A RAPE charity is reportedly being sued by a victim of sexual assault after a woman's only meeting was attended by a transgender person.
The Brighton-based organisation is facing legal action from a woman who claims the situation made her feel "uncomfortable" and unable to speak, according to a report.
The woman told the BBC she stopped going to the sessions and is now bringing a case against Survivors’ Network, claiming indirect discrimination, victimisation and harassment.
Laywers representing Sarah - not her real name - claim that the charity failed to meet the needs of all sexual violence victims.
The charity has said that "trans women are women and, as such, they are welcome into all of our women-only spaces".
The lawsuit is seen as a test case amid a national debate about single-sex spaces and the inclusion of transgender people.
Sarah told the BBC: “I think my case is about women’s rights."
She told the BBC how she had been groomed and sexually abused when she was a child and raped by a man she knew in her 20s, but decided not to go to the police.
After knowing she would have to come into contact with the man who attacked her, she approached Survivors’ Network for help and said she felt an immediate benefit from group sessions.
However, Sarah said the session was then attended by a trans woman who "presented as typically male".
She said: “I don’t trust men because I have been raped by a man. I just don’t necessarily trust that men are always who they say they are.”
Sarah salso told the BBC how she was asked to speak by the person running the session and felt “manipulated and coerced into talking”.
She says she had a panic attack after the session was over.
In a statement published last month, a spokeswoman for the charity said: “We wholeheartedly disagree with any suggestion that we haven’t complied with the law and we will be vigorously defending the anticipated allegations.
“We support survivors of all ages and genders in Sussex and this includes trans and non-binary people.
“We are committed to intersectionality and trans-inclusive feminism is central to our ethos.
"Trans women are women and, as such, they are welcome into all of our women-only spaces.”
The charity said that “Sarah” made a complaint in September 2021 about the presence of another attendee in a group work session and, at the end of the formal complaints process, felt that she was unable to continue accessing the service.

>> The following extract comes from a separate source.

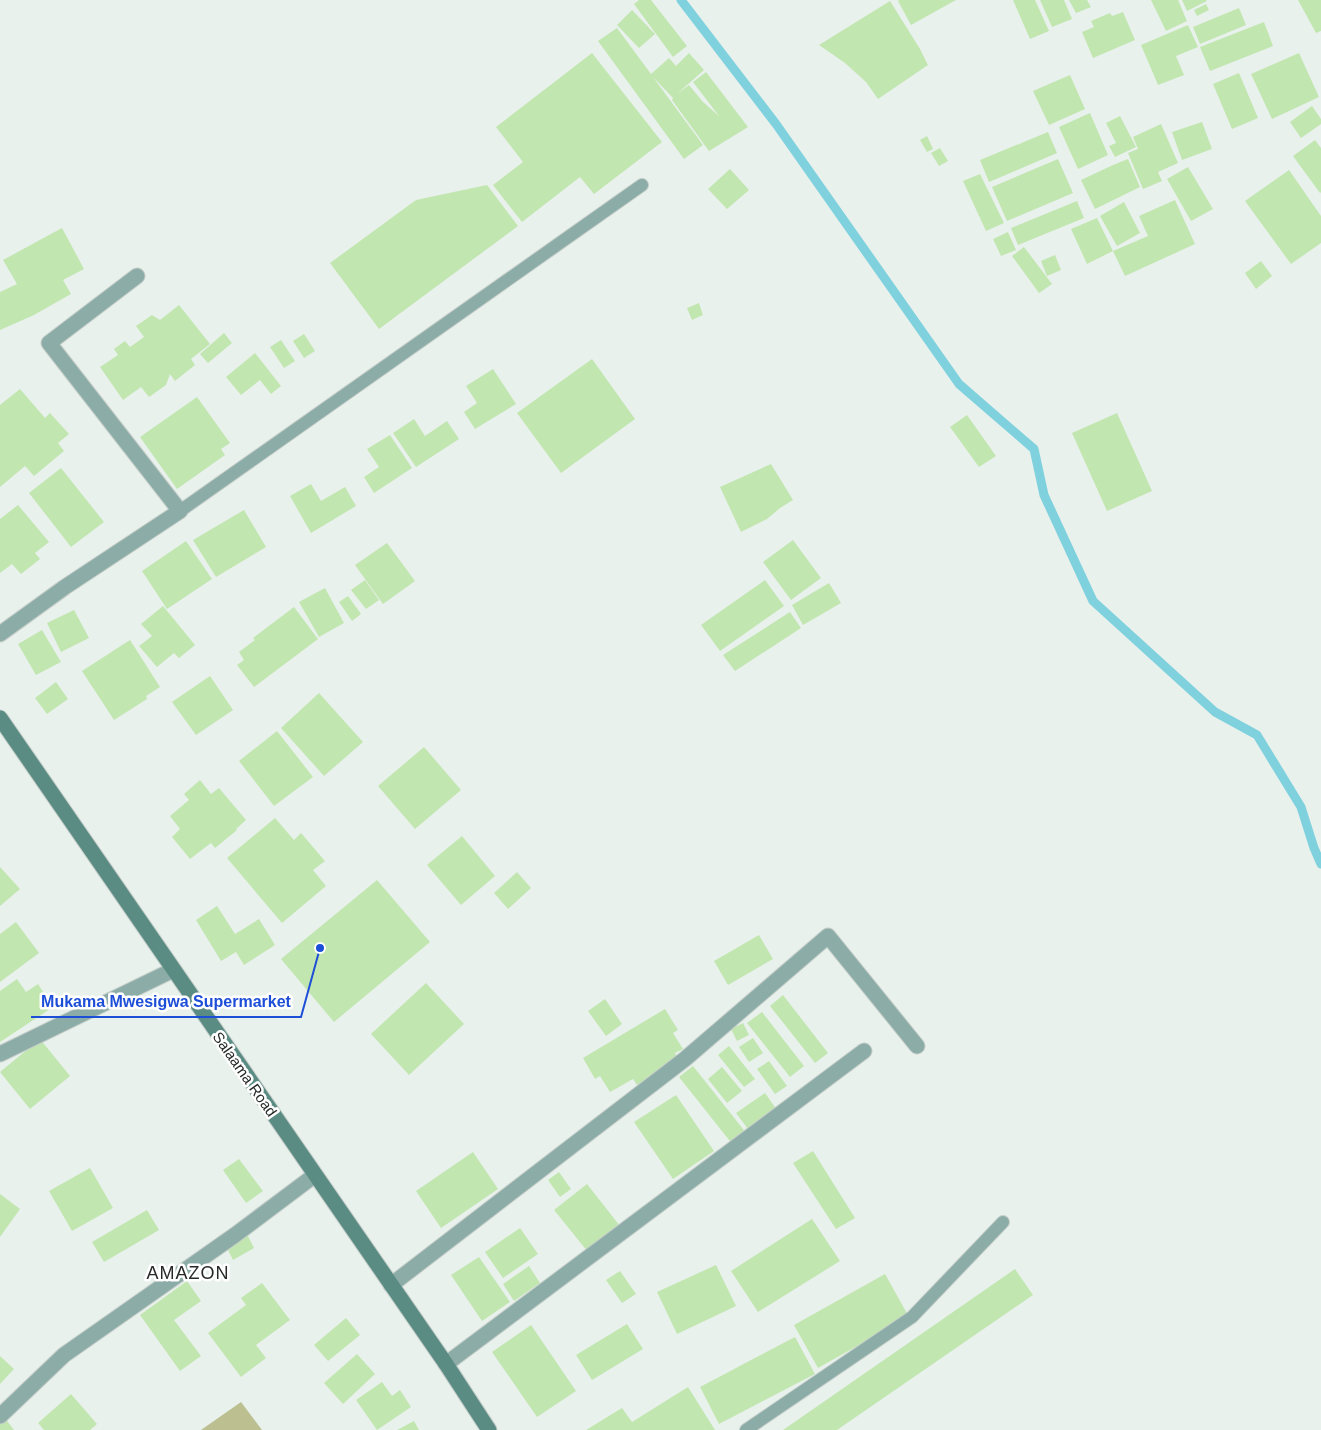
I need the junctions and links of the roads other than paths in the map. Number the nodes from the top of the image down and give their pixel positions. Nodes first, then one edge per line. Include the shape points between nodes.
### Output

The spokeswoman said: “We recognise that the claimant hasn’t felt able to access the services she would like at Survivors’ Network.
“We have offered the claimant individual one-to-one support, and so far she has not taken us up on this offer.
“We want to make clear that this offer is still open to the claimant.”
Guidance published by the Equality and Human Rights Commission said that, in certain places, providers can offer services for people of the same sex that “prevent, limit or modify” transgender people from attending if it balances the needs of users of the service and is “a proportionate means of achieving a legitimate aim”.
The Argus has contacted Survivors’ Network for comment.